One of the more significant aspects of this episode is the fact that we finally have our first returning individual Kromagg character in this story. Of course, since they have all pretty much looked and acted the same anyway, it's nice that Maggie points out that this is Kolitar, and that his previous appearance was in the "Slidecage". Reiner Schone has both a nice commanding villainous presence and the sense of fun that seems to permeate the entire story. Kromaggs probably haven't been this charismatic since they were surrounded in high mystery in their first appearance in "Invasion" (story no. 22). And I have to say that, as an individual recurring villain, I think Kolitar generally works better than Rickman from season three. Too bad he couldn't have appeared in as many episodes.
Maggie is also served with sufficient things to do for the episode, becoming the financial powerhouse of the quartet during this slide, although many of the show-girl bits are too cheesy to be in my taste. At least her relationship with Jay Acovone's character gives her many worthwhile scenes. Quinn and Rembrandt look as though they may get more good stuff to do at first, but it doesn't pan out, and they end up spending most of their time as a pair of McGuffins that need to be rescued instead.
The multi-talented Sheriff of the town turns out to be the embodiment of the episode's sense of fun and self-deprecation, a character that I thoroughly enjoyed. Marshall Teague's performance is definitely one of the highlights of the show.
I also really like Jay Acovone in this one, playing a very likeable character with a few surprises up his sleeve. He seemed to be a bit of an underappreciated actor at this time, playing a vast array of one-off roles excellently, and just begging to be cast as a regular somewhere.
The conclusion seems to lack punch though, particularly in its lack of clarity over any philosophical point. The obvious comparison is with the season two episode "The Good, the Bad, and the Wealthy" which successfully borrowed from the classic western "Shane" while pulling off an outstanding ending aligned with non-violence. Here, the story wants to preach non-violence at many points, while still resolving its conflicts with violence, and in the end feels a bit like the mess it is.

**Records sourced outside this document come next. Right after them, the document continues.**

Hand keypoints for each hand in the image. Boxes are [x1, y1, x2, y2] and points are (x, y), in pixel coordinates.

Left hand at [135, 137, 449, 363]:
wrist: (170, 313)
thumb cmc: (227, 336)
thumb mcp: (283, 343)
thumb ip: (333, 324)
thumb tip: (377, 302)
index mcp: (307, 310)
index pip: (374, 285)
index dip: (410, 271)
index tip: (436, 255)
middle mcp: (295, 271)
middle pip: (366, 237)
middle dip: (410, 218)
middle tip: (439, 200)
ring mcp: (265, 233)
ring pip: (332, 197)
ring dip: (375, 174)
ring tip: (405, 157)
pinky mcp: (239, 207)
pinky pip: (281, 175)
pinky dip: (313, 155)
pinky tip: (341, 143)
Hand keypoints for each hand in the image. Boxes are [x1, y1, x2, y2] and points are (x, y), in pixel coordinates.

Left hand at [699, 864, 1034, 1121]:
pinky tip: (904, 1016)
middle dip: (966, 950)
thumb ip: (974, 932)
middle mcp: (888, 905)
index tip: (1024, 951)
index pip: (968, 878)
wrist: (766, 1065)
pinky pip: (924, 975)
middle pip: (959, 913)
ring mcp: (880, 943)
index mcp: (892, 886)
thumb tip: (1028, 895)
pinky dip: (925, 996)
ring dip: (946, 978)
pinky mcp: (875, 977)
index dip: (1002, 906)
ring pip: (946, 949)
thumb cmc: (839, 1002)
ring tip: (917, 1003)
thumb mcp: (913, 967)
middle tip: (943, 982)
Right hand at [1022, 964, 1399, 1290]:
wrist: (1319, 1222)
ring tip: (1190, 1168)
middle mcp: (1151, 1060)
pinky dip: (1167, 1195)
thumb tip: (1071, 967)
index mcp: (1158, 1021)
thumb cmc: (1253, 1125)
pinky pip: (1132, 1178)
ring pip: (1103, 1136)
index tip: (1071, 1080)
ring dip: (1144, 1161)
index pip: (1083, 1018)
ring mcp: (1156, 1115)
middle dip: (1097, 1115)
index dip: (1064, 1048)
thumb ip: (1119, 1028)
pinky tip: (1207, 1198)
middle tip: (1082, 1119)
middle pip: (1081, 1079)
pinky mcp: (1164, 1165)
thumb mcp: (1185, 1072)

Now divorced from the rest of his race, Kolitar is motivated by more local and immediate needs. I think it works, perhaps in fact better so than most of the other Kromagg stories this season in their one-dimensional emulation of race-hatred issues. However, the memory of where he came from still begs the question of whether his presence is too threatening to allow him to scuttle off at the end. How permanent and/or violent a solution do we really want considering this guy could still conceivably one day call an alien armada in to enslave this entire world, which would be easy pickings in its current state of technology? Some kind of defeat other than a high-noon shootout impaired with anti-violent sentiment is called for. Perhaps a high-tech prison on the next world, or banishment to a deserted island on this one.